As this observation suggested the involvement of the main parasite ligand used for asexual stage cytoadhesion, PfEMP-1 (Rowe et al., 2009), the possibility that residual PfEMP1 molecules on the surface of immature gametocyte infected red blood cell were responsible for the observed binding to hBM-MSCs was tested by incubating asexual and sexual stage parasites with antibodies against ICAM1, a major PfEMP1 human ligand. The experiment clearly showed that the anti-ICAM1 antibodies, but not the Ig G1 isotype control, almost abolished adhesion of the asexual stage parasites but did not affect the binding of the immature gametocytes (Figure 1C). This result suggests the existence of a different host-parasite ligand interaction responsible for gametocyte binding to hBM-MSCs.

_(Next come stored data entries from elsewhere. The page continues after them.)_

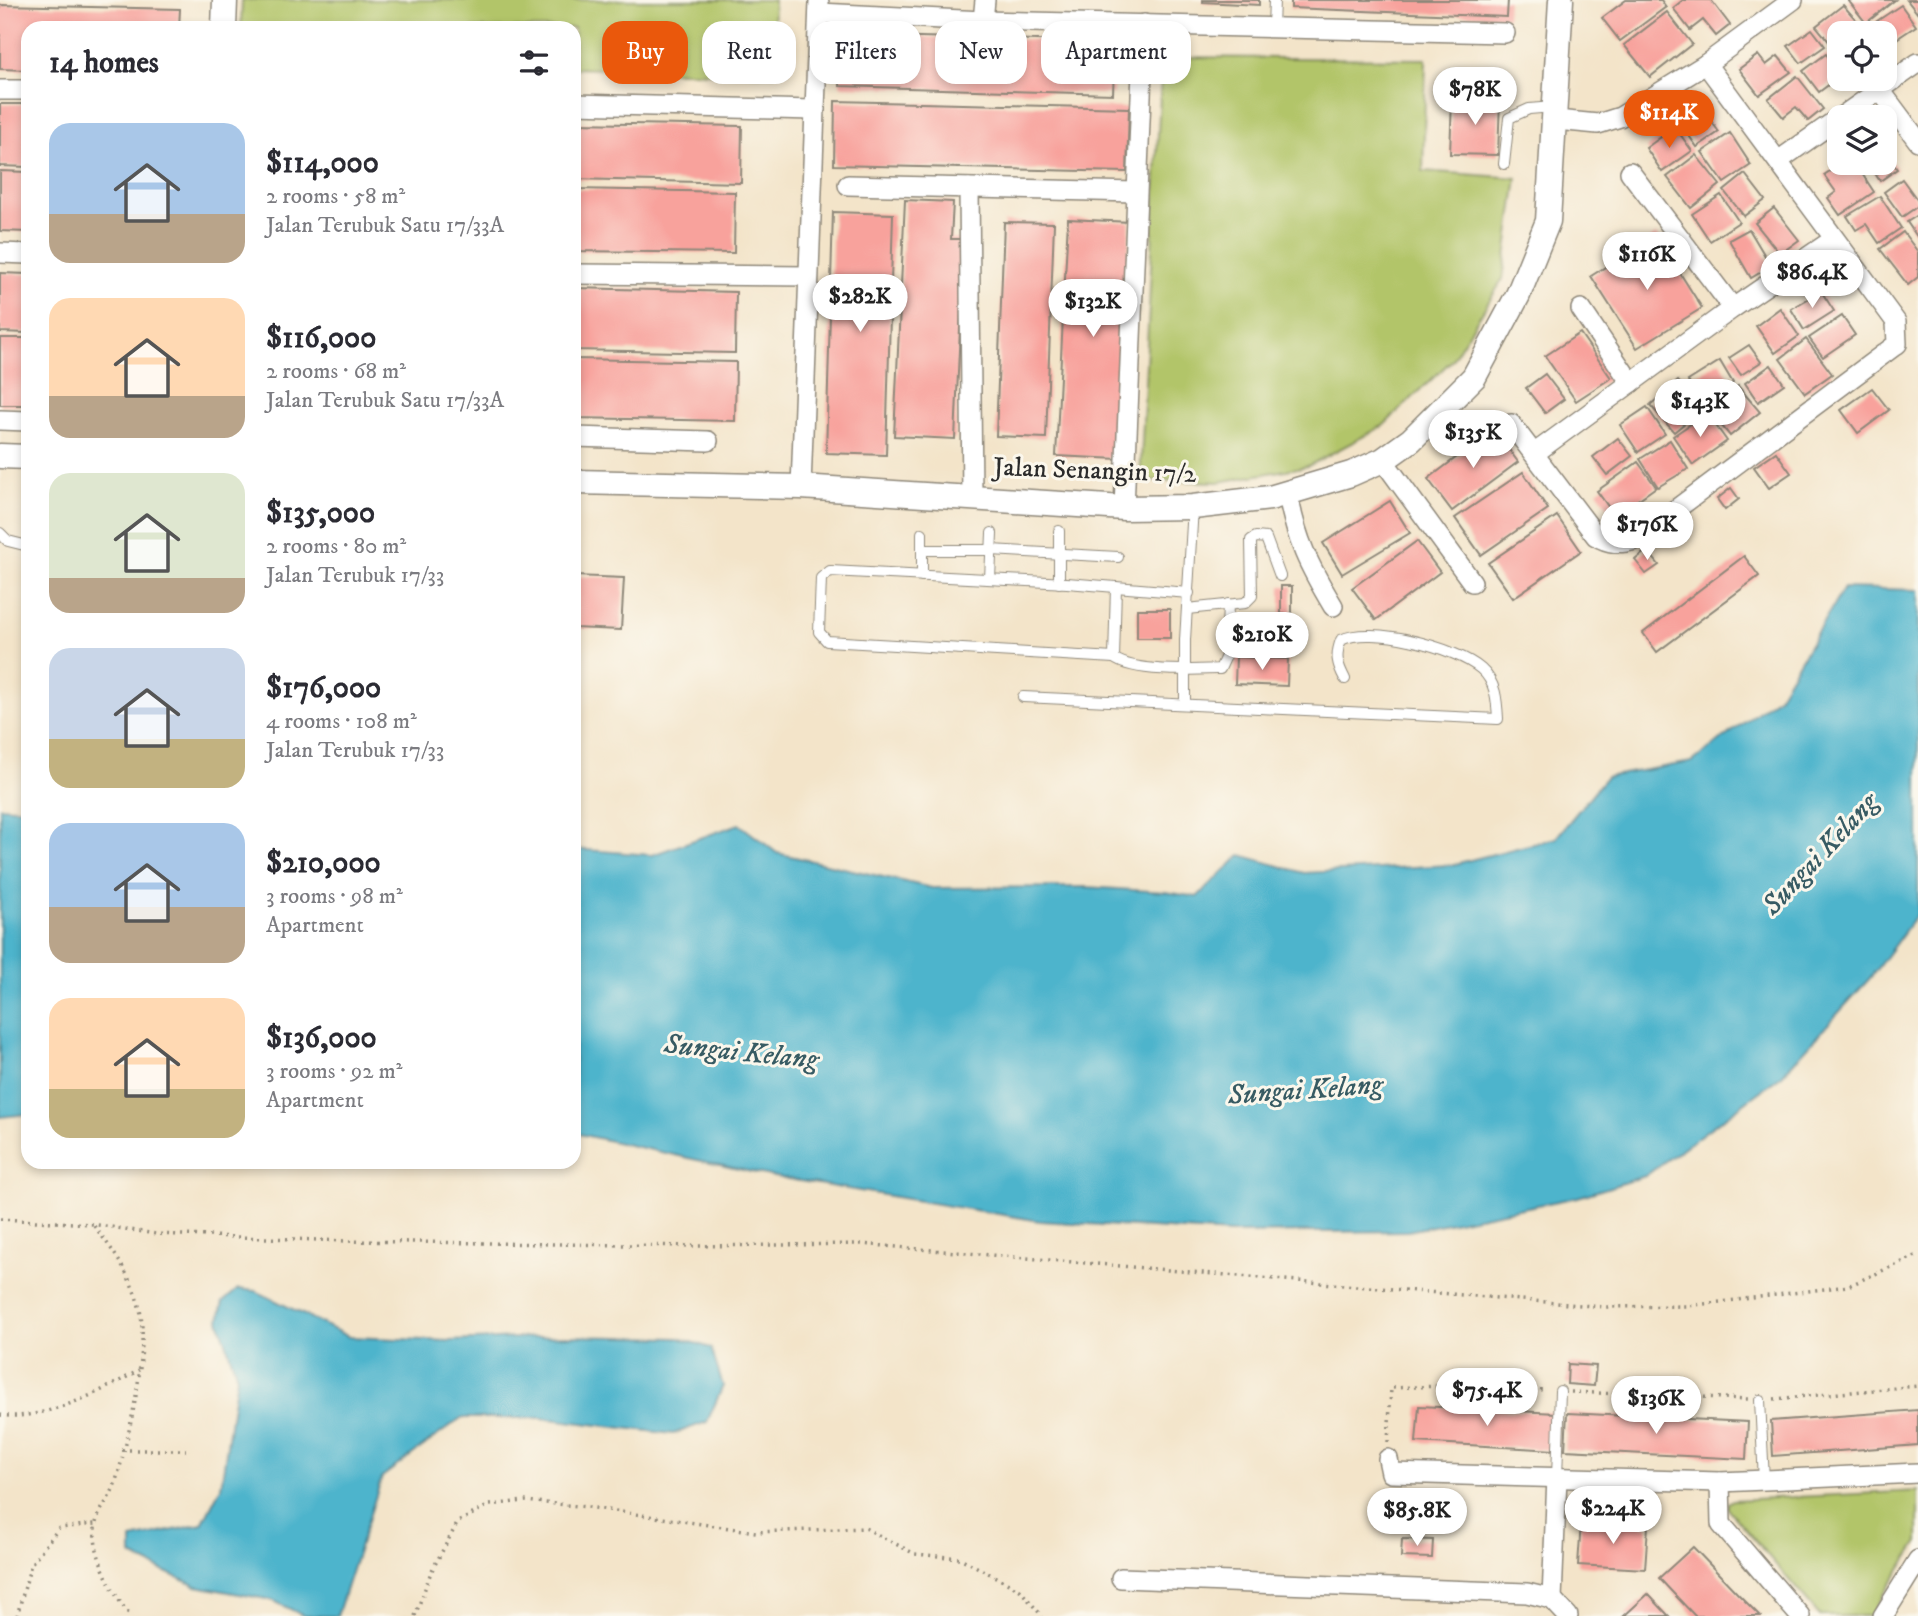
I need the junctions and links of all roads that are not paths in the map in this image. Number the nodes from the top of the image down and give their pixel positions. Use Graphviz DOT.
graph roads {
  1 [pos="225,0"];
  2 [pos="985,0"];
  3 [pos="1274,0"];
  4 [pos="1561,0"];
  5 [pos="1793,0"];
  6 [pos="819,7"];
  7 [pos="224,21"];
  8 [pos="984,21"];
  9 [pos="1191,25"];
  10 [pos="1273,27"];
  11 [pos="1505,33"];
  12 [pos="1918,63"];
  13 [pos="1706,64"];
  14 [pos="1897,78"];
  15 [pos="1141,84"];
  16 [pos="0,90"];
  17 [pos="21,90"];
  18 [pos="1879,91"];
  19 [pos="1881,91"];
  20 [pos="581,104"];
  21 [pos="1859,105"];
  22 [pos="813,110"];
  23 [pos="1557,113"];
  24 [pos="1827,127"];
  25 [pos="1918,141"];
  26 [pos="1778,161"];
  27 [pos="1504,164"];
  28 [pos="1630,173"];
  29 [pos="848,185"];
  30 [pos="969,188"];
  31 [pos="1136,192"];
  32 [pos="1834,239"];
  33 [pos="0,253"];
  34 [pos="21,254"];
  35 [pos="581,274"];
  36 [pos="808,275"];
  37 [pos="1733,308"];
  38 [pos="1581,309"];
  39 [pos="1631,383"];
  40 [pos="0,420"];
  41 [pos="21,421"];
  42 [pos="1511,424"];
  43 [pos="581,437"];
  44 [pos="708,441"];
  45 [pos="1535,453"];
  46 [pos="0,457"];
  47 [pos="21,457"];
  48 [pos="1383,460"];
  49 [pos="581,482"];
  50 [pos="801,487"];
  51 [pos="1288,494"];
  52 [pos="972,496"];
  53 [pos="1193,507"];
  54 [pos="1124,508"];
  55 [pos="1059,531"];
  56 [pos="0,533"];
  57 [pos="922,533"];
  58 [pos="992,533"];
  59 [pos="21,544"];
  60 [pos="922,550"];
  61 [pos="991,550"];
  62 [pos="1059,553"];
  63 [pos="1118,557"];
  64 [pos="922,576"];
  65 [pos="1280,576"];
  66 [pos="990,579"];
  67 [pos="1472,582"];
  68 [pos="1059,583"];
  69 [pos="1116,587"];
  70 [pos="1189,593"];
  71 [pos="1228,604"];
  72 [pos="1333,606"];
  73 [pos="1187,609"];
  74 [pos="1114,658"];
  75 [pos="1185,670"];
  76 [pos="1345,679"];
  77 [pos="1023,697"];
  78 [pos="1185,703"];
  79 [pos="1560,1391"];
  80 [pos="1760,1400"];
  81 [pos="1388,1459"];
  82 [pos="1918,1473"];
  83 [pos="1557,1477"];
  84 [pos="1764,1481"];
  85 [pos="1720,1482"];
  86 [pos="1918,1560"];
  87 [pos="1121,1578"];
  88 [pos="1552,1599"];
  89 [pos="1567,1616"];
  90 [pos="1800,1616"];
  91 [pos="1883,1616"];
  1 -- 7 [label="street"];
  2 -- 8 [label="street"];
  3 -- 10 [label="lane"];
  4 -- 23 [label="street, Jalan Senangin 17/2"];
  5 -- 13 [label="street"];
  6 -- 8 [label="street"];
  6 -- 22 [label="street"];
  9 -- 10 [label="street"];
  10 -- 11 [label="street"];
  12 -- 14 [label="street"];
  13 -- 23 [label="street"];
  13 -- 26 [label="street"];
  15 -- 31 [label="street"];
  16 -- 17 [label="street"];
  18 -- 21 [label="street"];
  19 -- 25 [label="street"];
  20 -- 22 [label="street"];
  22 -- 36 [label="street"];
  23 -- 27 [label="lane"];
  23 -- 48 [label="street, Jalan Senangin 17/2"];
  24 -- 26 [label="street"];
  26 -- 32 [label="street"];
  28 -- 37 [label="street"];
  29 -- 30 [label="street"];
  30 -- 31 [label="street"];
  30 -- 52 [label="street"];
  31 -- 54 [label="street"];
  32 -- 37 [label="street"];
  32 -- 45 [label="street"];
  33 -- 34 [label="street"];
  35 -- 36 [label="street"];
  36 -- 50 [label="street"];
  37 -- 39 [label="street"];
  38 -- 39 [label="street"];
  39 -- 45 [label="street"];
  40 -- 41 [label="street"];
  42 -- 45 [label="street"];
  43 -- 44 [label="street"];
  46 -- 47 [label="street"];
  48 -- 51 [label="street, Jalan Senangin 17/2"];
  48 -- 67 [label="street"];
  49 -- 50 [label="street, Jalan Senangin 17/2"];
  50 -- 52 [label="street, Jalan Senangin 17/2"];
  51 -- 53 [label="street, Jalan Senangin 17/2"];
  51 -- 72 [label="street"];
  52 -- 54 [label="street, Jalan Senangin 17/2"];
  53 -- 54 [label="street, Jalan Senangin 17/2"];
  53 -- 70 [label="lane"];
  55 -- 62 [label="lane"];
  56 -- 59 [label="lane"];
  57 -- 60 [label="lane"];
  58 -- 61 [label="lane"];
  60 -- 61 [label="lane"];
  60 -- 64 [label="lane"];
  61 -- 62 [label="lane"];
  61 -- 66 [label="lane"];
  62 -- 63 [label="lane"];
  62 -- 68 [label="lane"];
  64 -- 66 [label="lane"];
  64 -- 74 [label="lane"];
  65 -- 71 [label="lane"];
  66 -- 68 [label="lane"];
  68 -- 69 [label="lane"];
  69 -- 70 [label="lane"];
  69 -- 74 [label="lane"];
  70 -- 73 [label="lane"];
  71 -- 73 [label="lane"];
  71 -- 75 [label="lane"];
  73 -- 75 [label="lane"];
  74 -- 75 [label="lane"];
  75 -- 78 [label="lane"];
  76 -- 78 [label="lane"];
  77 -- 78 [label="lane"];
  79 -- 83 [label="lane"];
  80 -- 84 [label="lane"];
  81 -- 83 [label="street"];
  82 -- 84 [label="street"];
  83 -- 85 [label="street"];
  83 -- 88 [label="street"];
  84 -- 85 [label="street"];
  85 -- 90 [label="street"];
  86 -- 91 [label="street"];
  87 -- 88 [label="street"];
  88 -- 89 [label="street"];
}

To identify possible hBM-MSC receptors involved in immature gametocyte adhesion we tested the inhibitory effect of 19 antibodies specific for cadherins and integrins expressed on the hBM-MSC surface (Signore et al., 2012). Failure of any of these antibodies to inhibit immature gametocyte binding to hBM-MSCs however suggested that these ligands do not play a major, if any, role as human receptors for immature gametocyte adhesion (Supplementary Figure 2).

Gametocytes Undergo Full Maturation in a 3D Co-Culture System With Human Bone Marrow Mesenchymal Cells

To characterize the interaction between hBM-MSCs and P. falciparum gametocytes in a more physiological context than the above cell monolayers, we first developed a 3D culture system, more suitable to study complex cell–cell and cell–matrix interactions, exploiting the ability of hBM-MSCs to self-assembly in spheroids and to communicate with each other as in their natural environment (Sart et al., 2014). Morphological analysis of hBM-MSC cultures in Matrigel™ Basement Membrane Matrix revealed that in this condition cells were indeed able to self-aggregate into clusters of different size after 2 days (Figure 2). Seeding a mean number of 3,000 cells/100 μl in the upper chamber of the Transwell insert of a 24 well plate, we routinely obtained an average of 109.6 ± 33.6 spheroids (Figure 2A), with an average diameter of 211.27 ± 61.9 μm, as measured by bright field microscopy (Figure 2B).


Figure 2. Formation of three-dimensional hBM-MSC spheroids in Matrigel scaffold. (A) Phase contrast microscopy of hBM-MSC spheroids in Matrigel. Scale bar: 1,000 μm. (B–E) A representative hBM-MSC spheroid in phase contrast (B), with the nuclear stain Hoechst blue (C), stained with an anti-CD90 specific antibody red (D), and merge (E). Scale bar: 100 μm.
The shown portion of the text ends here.